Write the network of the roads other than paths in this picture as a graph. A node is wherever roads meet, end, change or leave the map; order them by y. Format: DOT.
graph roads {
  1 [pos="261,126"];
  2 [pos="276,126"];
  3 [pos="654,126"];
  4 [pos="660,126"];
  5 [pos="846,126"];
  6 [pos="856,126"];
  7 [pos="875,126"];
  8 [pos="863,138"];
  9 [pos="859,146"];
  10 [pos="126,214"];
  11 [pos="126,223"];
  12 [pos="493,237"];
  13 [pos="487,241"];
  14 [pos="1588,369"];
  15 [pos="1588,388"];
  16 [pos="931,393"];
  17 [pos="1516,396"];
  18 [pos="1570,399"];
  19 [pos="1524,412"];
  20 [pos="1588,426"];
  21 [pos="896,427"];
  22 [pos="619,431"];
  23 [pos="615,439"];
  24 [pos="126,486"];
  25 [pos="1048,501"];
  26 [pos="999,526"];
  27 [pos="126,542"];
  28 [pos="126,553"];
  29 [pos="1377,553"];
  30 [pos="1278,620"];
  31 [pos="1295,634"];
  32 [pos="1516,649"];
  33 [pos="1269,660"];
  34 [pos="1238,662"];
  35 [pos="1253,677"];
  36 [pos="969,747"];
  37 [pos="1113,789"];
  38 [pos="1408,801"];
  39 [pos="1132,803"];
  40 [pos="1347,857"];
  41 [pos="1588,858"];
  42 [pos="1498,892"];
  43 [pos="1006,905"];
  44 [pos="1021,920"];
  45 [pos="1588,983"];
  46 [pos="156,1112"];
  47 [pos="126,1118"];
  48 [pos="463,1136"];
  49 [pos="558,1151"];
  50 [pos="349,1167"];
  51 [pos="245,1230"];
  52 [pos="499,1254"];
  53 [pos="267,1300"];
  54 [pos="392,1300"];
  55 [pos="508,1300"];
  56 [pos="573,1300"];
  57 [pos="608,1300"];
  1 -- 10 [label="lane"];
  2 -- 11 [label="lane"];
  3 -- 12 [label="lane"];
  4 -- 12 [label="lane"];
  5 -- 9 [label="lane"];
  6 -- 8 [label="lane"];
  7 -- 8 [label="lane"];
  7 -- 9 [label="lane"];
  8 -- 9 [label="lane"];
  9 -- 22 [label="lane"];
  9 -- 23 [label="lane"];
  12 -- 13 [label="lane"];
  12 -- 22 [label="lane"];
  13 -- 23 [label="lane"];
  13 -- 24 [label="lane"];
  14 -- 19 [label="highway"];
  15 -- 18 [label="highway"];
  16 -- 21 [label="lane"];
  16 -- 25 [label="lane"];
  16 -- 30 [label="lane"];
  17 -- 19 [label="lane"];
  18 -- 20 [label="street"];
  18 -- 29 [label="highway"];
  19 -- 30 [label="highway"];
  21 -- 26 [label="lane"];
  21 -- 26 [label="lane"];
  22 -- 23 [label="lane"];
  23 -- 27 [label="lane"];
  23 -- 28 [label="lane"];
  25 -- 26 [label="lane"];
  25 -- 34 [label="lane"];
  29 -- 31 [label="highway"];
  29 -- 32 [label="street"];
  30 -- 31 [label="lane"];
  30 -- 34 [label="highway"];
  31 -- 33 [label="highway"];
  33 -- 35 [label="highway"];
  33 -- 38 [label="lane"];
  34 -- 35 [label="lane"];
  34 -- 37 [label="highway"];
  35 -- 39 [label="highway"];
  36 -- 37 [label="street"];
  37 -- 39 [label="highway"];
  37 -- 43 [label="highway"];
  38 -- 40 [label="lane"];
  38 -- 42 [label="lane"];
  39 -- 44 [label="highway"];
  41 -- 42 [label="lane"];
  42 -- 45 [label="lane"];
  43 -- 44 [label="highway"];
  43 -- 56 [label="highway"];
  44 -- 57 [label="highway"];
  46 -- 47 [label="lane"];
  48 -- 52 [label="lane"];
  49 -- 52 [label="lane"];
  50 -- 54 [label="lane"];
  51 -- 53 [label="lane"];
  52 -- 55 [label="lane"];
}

========

EXERCISE OBJECTIVE. The entries above must be returned in full, exactly as shown.

OUTPUT FOR THIS EXERCISE.
Write the network of the roads other than paths in this picture as a graph. A node is wherever roads meet, end, change or leave the map; order them by y. Format: DOT.
graph roads {
  1 [pos="261,126"];
  2 [pos="276,126"];
  3 [pos="654,126"];
  4 [pos="660,126"];
  5 [pos="846,126"];
  6 [pos="856,126"];
  7 [pos="875,126"];
  8 [pos="863,138"];
  9 [pos="859,146"];
  10 [pos="126,214"];
  11 [pos="126,223"];
  12 [pos="493,237"];
  13 [pos="487,241"];
  14 [pos="1588,369"];
  15 [pos="1588,388"];
  16 [pos="931,393"];
  17 [pos="1516,396"];
  18 [pos="1570,399"];
  19 [pos="1524,412"];
  20 [pos="1588,426"];
  21 [pos="896,427"];
  22 [pos="619,431"];
  23 [pos="615,439"];
  24 [pos="126,486"];
  25 [pos="1048,501"];
  26 [pos="999,526"];
  27 [pos="126,542"];
  28 [pos="126,553"];
  29 [pos="1377,553"];
  30 [pos="1278,620"];
  31 [pos="1295,634"];
  32 [pos="1516,649"];
  33 [pos="1269,660"];
  34 [pos="1238,662"];
  35 [pos="1253,677"];
  36 [pos="969,747"];
  37 [pos="1113,789"];
  38 [pos="1408,801"];
  39 [pos="1132,803"];
  40 [pos="1347,857"];
  41 [pos="1588,858"];
  42 [pos="1498,892"];
  43 [pos="1006,905"];
  44 [pos="1021,920"];
  45 [pos="1588,983"];
  46 [pos="156,1112"];
  47 [pos="126,1118"];
  48 [pos="463,1136"];
  49 [pos="558,1151"];
  50 [pos="349,1167"];
  51 [pos="245,1230"];
  52 [pos="499,1254"];
  53 [pos="267,1300"];
  54 [pos="392,1300"];
  55 [pos="508,1300"];
  56 [pos="573,1300"];
  57 [pos="608,1300"];
  1 -- 10 [label="lane"];
  2 -- 11 [label="lane"];
  3 -- 12 [label="lane"];
  4 -- 12 [label="lane"];
  5 -- 9 [label="lane"];
  6 -- 8 [label="lane"];
  7 -- 8 [label="lane"];
  7 -- 9 [label="lane"];
  8 -- 9 [label="lane"];
  9 -- 22 [label="lane"];
  9 -- 23 [label="lane"];
  12 -- 13 [label="lane"];
  12 -- 22 [label="lane"];
  13 -- 23 [label="lane"];
  13 -- 24 [label="lane"];
  14 -- 19 [label="highway"];
  15 -- 18 [label="highway"];
  16 -- 21 [label="lane"];
  16 -- 25 [label="lane"];
  16 -- 30 [label="lane"];
  17 -- 19 [label="lane"];
  18 -- 20 [label="street"];
  18 -- 29 [label="highway"];
  19 -- 30 [label="highway"];
  21 -- 26 [label="lane"];
  21 -- 26 [label="lane"];
  22 -- 23 [label="lane"];
  23 -- 27 [label="lane"];
  23 -- 28 [label="lane"];
  25 -- 26 [label="lane"];
  25 -- 34 [label="lane"];
  29 -- 31 [label="highway"];
  29 -- 32 [label="street"];
  30 -- 31 [label="lane"];
  30 -- 34 [label="highway"];
  31 -- 33 [label="highway"];
  33 -- 35 [label="highway"];
  33 -- 38 [label="lane"];
  34 -- 35 [label="lane"];
  34 -- 37 [label="highway"];
  35 -- 39 [label="highway"];
  36 -- 37 [label="street"];
  37 -- 39 [label="highway"];
  37 -- 43 [label="highway"];
  38 -- 40 [label="lane"];
  38 -- 42 [label="lane"];
  39 -- 44 [label="highway"];
  41 -- 42 [label="lane"];
  42 -- 45 [label="lane"];
  43 -- 44 [label="highway"];
  43 -- 56 [label="highway"];
  44 -- 57 [label="highway"];
  46 -- 47 [label="lane"];
  48 -- 52 [label="lane"];
  49 -- 52 [label="lane"];
  50 -- 54 [label="lane"];
  51 -- 53 [label="lane"];
  52 -- 55 [label="lane"];
}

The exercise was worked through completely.